The ICA reconstructed via the second aortic arch is known as an aberrant ICA. It is generally thought that an aberrant ICA is formed from the anastomosis between the inferior tympanic artery and caroticotympanic artery, a hyoid artery remnant that is derived from the second aortic arch [7]. However, the anomalous anastomosis in the present case exhibited no aberrant course of the ICA or enlarged inferior tympanic canaliculus.

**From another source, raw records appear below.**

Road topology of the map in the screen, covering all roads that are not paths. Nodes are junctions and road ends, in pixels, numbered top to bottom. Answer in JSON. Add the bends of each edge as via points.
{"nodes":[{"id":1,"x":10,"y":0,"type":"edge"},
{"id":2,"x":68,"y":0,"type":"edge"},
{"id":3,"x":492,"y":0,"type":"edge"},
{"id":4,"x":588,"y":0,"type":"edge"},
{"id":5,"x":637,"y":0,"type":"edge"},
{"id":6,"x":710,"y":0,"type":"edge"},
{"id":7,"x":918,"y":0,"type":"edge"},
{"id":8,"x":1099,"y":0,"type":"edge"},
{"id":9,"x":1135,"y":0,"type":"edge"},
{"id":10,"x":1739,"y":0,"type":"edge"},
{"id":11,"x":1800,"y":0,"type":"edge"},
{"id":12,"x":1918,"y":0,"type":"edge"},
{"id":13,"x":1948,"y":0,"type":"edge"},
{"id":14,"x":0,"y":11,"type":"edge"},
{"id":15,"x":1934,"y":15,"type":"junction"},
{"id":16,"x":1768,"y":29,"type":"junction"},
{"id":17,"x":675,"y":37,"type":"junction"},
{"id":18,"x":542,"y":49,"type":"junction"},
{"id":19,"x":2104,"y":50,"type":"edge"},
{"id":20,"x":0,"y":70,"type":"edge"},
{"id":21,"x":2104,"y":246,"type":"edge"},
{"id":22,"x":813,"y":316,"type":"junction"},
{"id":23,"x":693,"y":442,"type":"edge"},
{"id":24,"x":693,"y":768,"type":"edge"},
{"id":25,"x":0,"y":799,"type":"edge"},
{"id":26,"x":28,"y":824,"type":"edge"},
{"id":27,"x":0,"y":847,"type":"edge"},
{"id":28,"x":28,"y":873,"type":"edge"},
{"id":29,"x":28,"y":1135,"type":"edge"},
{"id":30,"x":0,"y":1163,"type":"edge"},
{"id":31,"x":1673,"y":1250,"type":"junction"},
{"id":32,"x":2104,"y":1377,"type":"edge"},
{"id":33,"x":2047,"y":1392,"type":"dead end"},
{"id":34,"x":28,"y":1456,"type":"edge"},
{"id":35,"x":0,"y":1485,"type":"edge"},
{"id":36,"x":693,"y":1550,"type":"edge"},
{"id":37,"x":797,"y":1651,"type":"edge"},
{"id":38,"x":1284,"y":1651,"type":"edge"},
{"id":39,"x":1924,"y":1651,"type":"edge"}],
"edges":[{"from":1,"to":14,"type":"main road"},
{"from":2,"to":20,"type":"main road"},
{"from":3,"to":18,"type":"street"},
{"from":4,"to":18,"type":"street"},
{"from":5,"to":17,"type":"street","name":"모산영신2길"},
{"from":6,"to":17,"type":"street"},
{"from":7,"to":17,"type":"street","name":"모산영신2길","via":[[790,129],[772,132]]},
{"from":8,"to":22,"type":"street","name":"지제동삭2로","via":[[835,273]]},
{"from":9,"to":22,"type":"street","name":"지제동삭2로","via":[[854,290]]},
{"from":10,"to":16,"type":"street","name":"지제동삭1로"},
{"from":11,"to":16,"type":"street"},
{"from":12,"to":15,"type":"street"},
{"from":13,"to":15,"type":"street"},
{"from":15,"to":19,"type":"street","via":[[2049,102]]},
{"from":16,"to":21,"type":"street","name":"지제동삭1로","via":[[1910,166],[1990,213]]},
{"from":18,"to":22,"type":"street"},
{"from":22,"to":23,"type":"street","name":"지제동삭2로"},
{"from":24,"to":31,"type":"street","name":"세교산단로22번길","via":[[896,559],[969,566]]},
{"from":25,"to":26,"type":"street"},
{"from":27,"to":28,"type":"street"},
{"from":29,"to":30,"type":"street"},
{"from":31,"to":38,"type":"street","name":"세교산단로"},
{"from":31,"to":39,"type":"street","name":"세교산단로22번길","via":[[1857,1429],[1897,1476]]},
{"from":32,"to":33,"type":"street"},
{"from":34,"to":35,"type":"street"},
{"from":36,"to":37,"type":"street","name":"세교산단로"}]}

The anatomical variation in this study differs from acquired carotid dissection, fenestration, or duplication because the 2 different arteries form an arterial ring with the anomalous ECA-ICA anastomosis.

Conclusion

This report describes an extremely rare case of anomalous ECA-ICA anastomosis forming an arterial ring at the cervical segment, with the occipital artery originating from this anomalous connection, as visualized by CTA. This case provides evidence for one of the possible etiologies of the formation of a nonbranching CCA, and may indicate some embryological mechanisms underlying the formation of the carotid arteries. Clinically, this case also indicates that careful review of angiography findings is important to identify such rare arterial variations at the carotid bifurcation level to avoid complications during either head and neck surgeries or endovascular procedures.

Author contribution

Byung Hoon Lee; design of the study, patient enrollment, data acquisition, data analysis/interpretation, and manuscript preparation.

Footnotes

Funding: There was no funding support for the research.

Declaration of Competing Interest: The author declare that they have no conflict of interest.

This study has got an ethical review exemption from the Institutional Review Board of author’s institution, which waived the requirement for written informed consent from the participant. All radiologic images are entirely anonymized.